High-efficiency TADF materials featuring carbazole-modified spiroacridan-pyrimidine skeletons with an external quantum efficiency exceeding 26% in sky-blue light emission

Abstract

We report the design and synthesis of a novel sky-blue TADF emitter, 4SpAc35CzPy, incorporating spiroacridan as the donor and pyrimidine as the acceptor. Compared to the previously reported 4Ac35CzPy emitter, incorporating the fluorenyl group controlled the twisting angle of the spiroacridan structure, enhancing the ICT (intramolecular charge transfer) effect and improving TADF performance.

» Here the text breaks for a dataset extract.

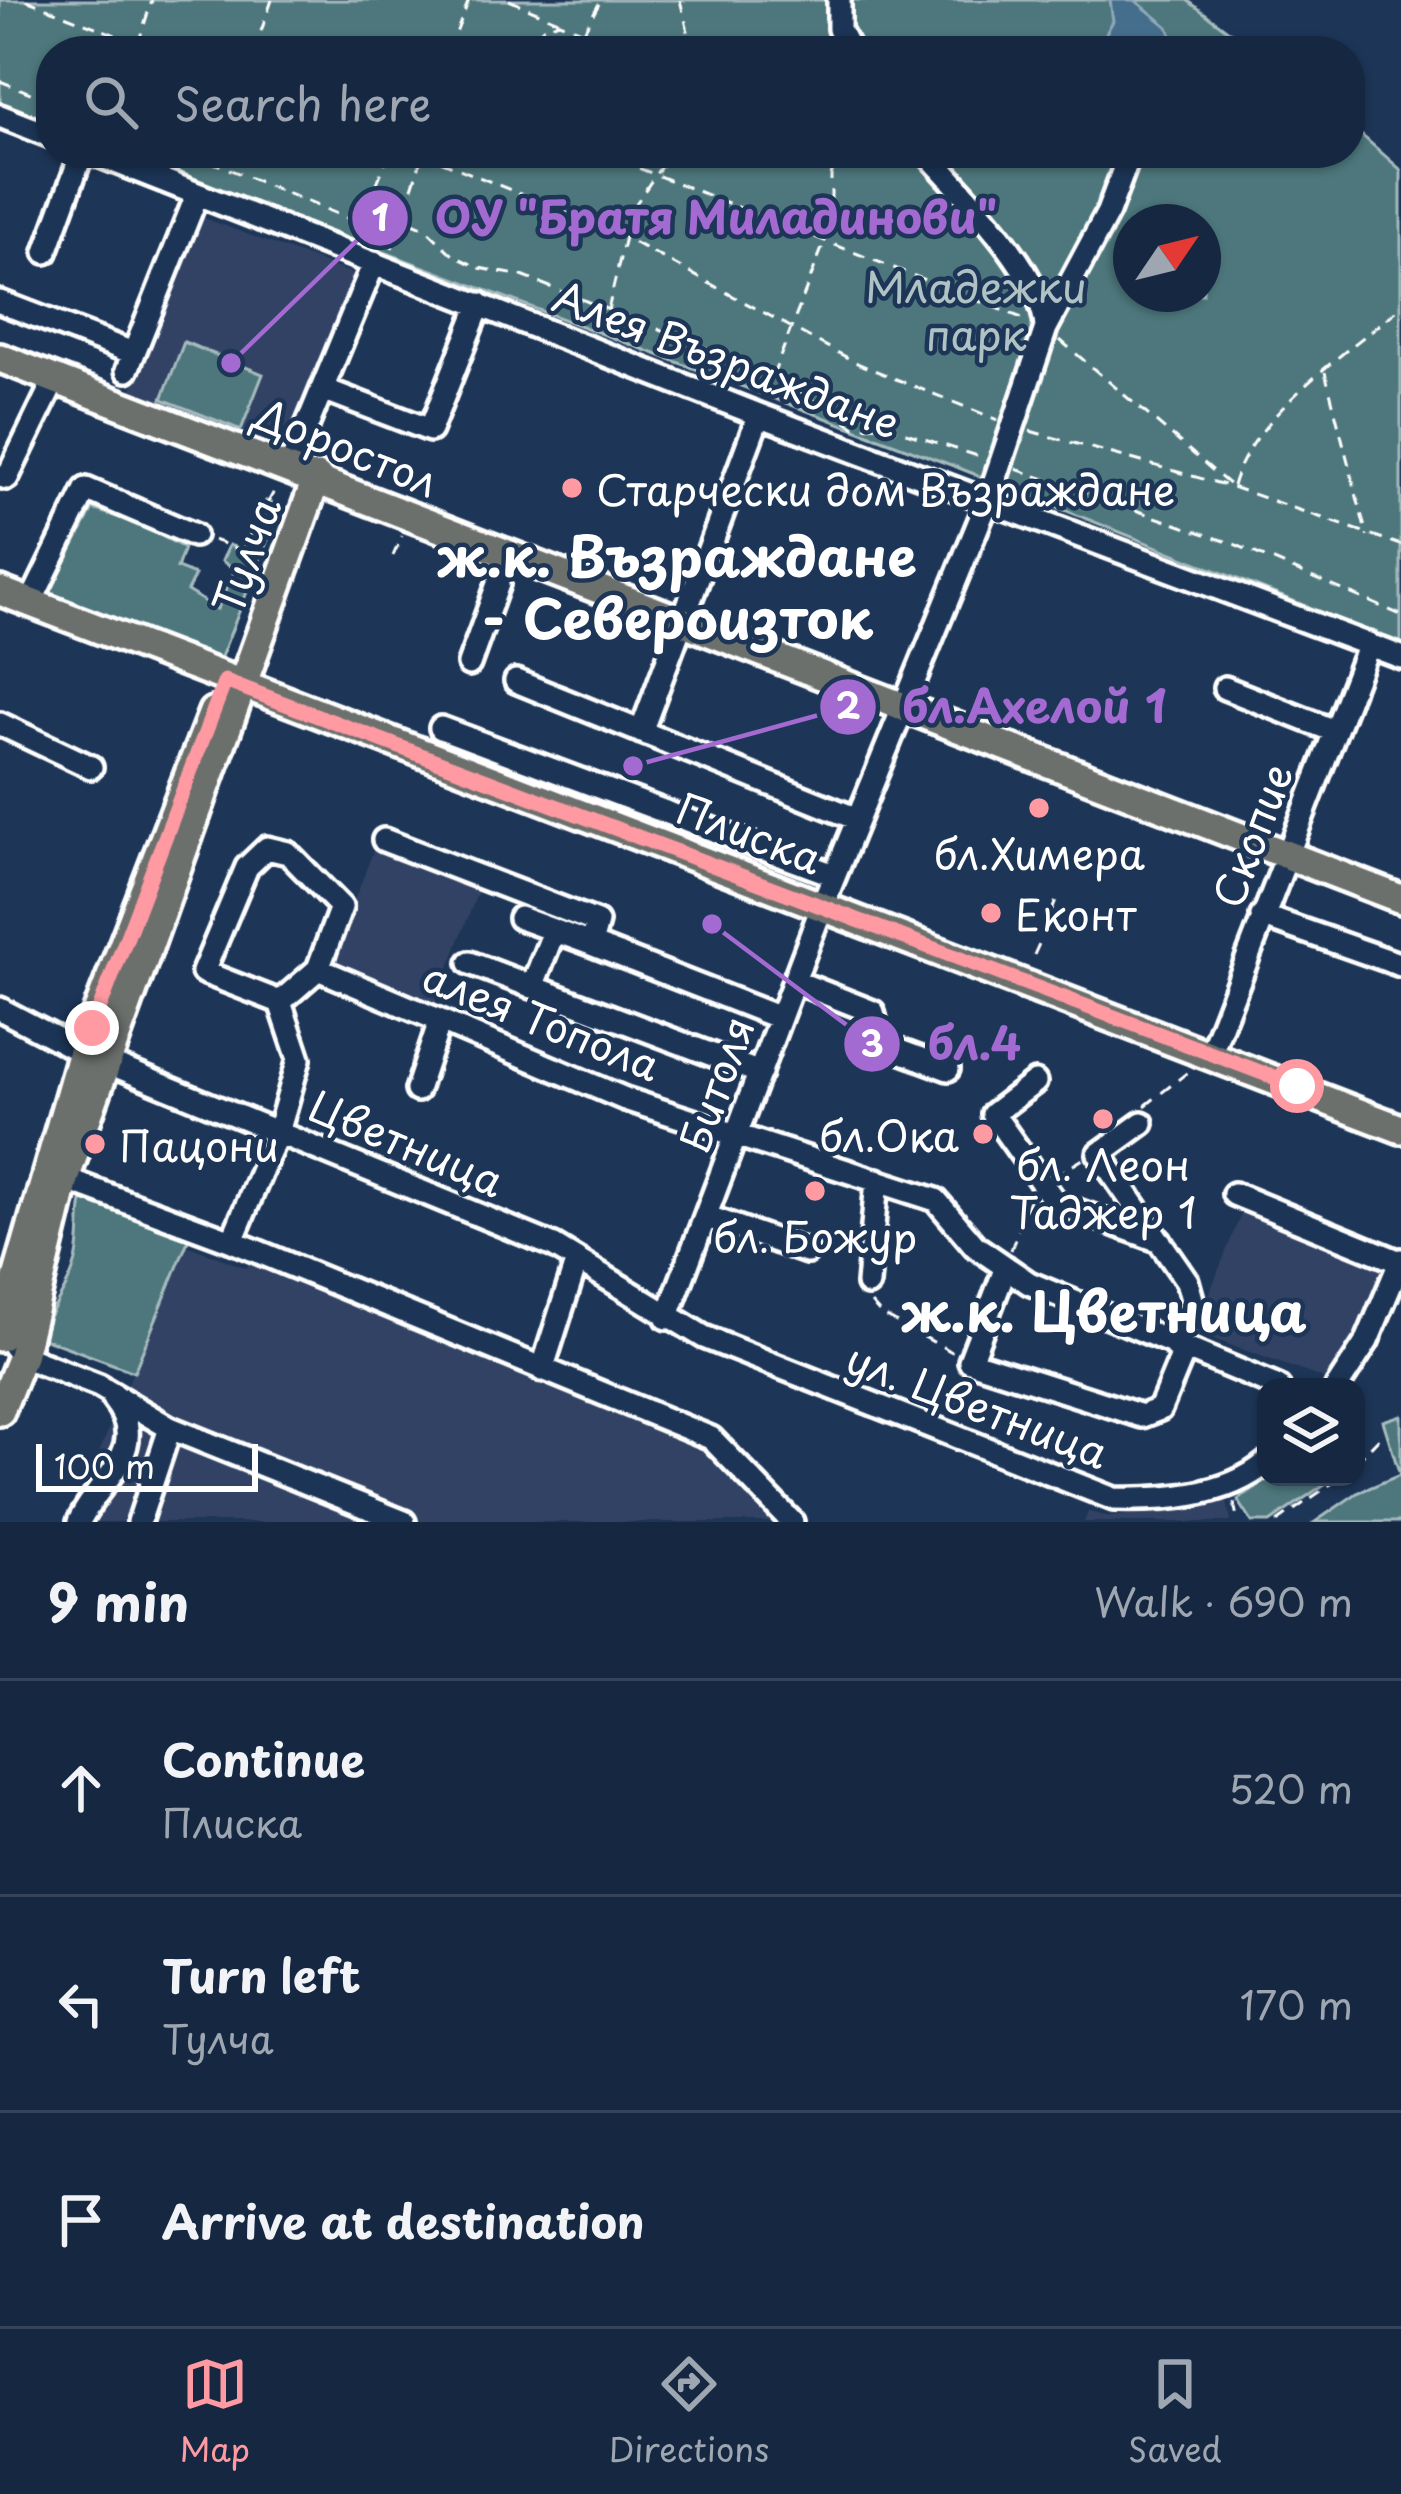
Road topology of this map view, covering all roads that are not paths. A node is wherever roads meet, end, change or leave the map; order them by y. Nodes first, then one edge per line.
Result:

Introducing the spirofluorenyl group to the acridan suppresses energy loss caused by intramolecular vibrations, further optimizing the TADF characteristics. The electroluminescent device with a light emitting layer of 3% 4SpAc35CzPy doping concentration in o-DiCbzBz falls within the sky-blue light range, exhibiting an emission λ_max of 480 nm at 9.5 V with a CIE of (0.165,0.274) and a brightness of 1677 cd m⁻². An external quantum efficiency (η_EQE) of 20.2%, a current efficiency (η_CE) of 36.9 cd A⁻¹, and a power efficiency (η_PE) of 33.2 lm W⁻¹ were achieved. Adjusting the doping concentration leads to an even more efficient device with an η_EQE of 26.7%, an η_CE of 55.7 cd A⁻¹, and an η_PE of 50.1 lm W⁻¹, outperforming similar acridan-based compounds. Natural orbital analysis reveals that the high TADF-OLED performance of 4SpAc35CzPy may be attributed to the multichannel high-lying reverse intersystem crossing of the hot triplet excitons back to their S₂ and S₃ states for luminescence.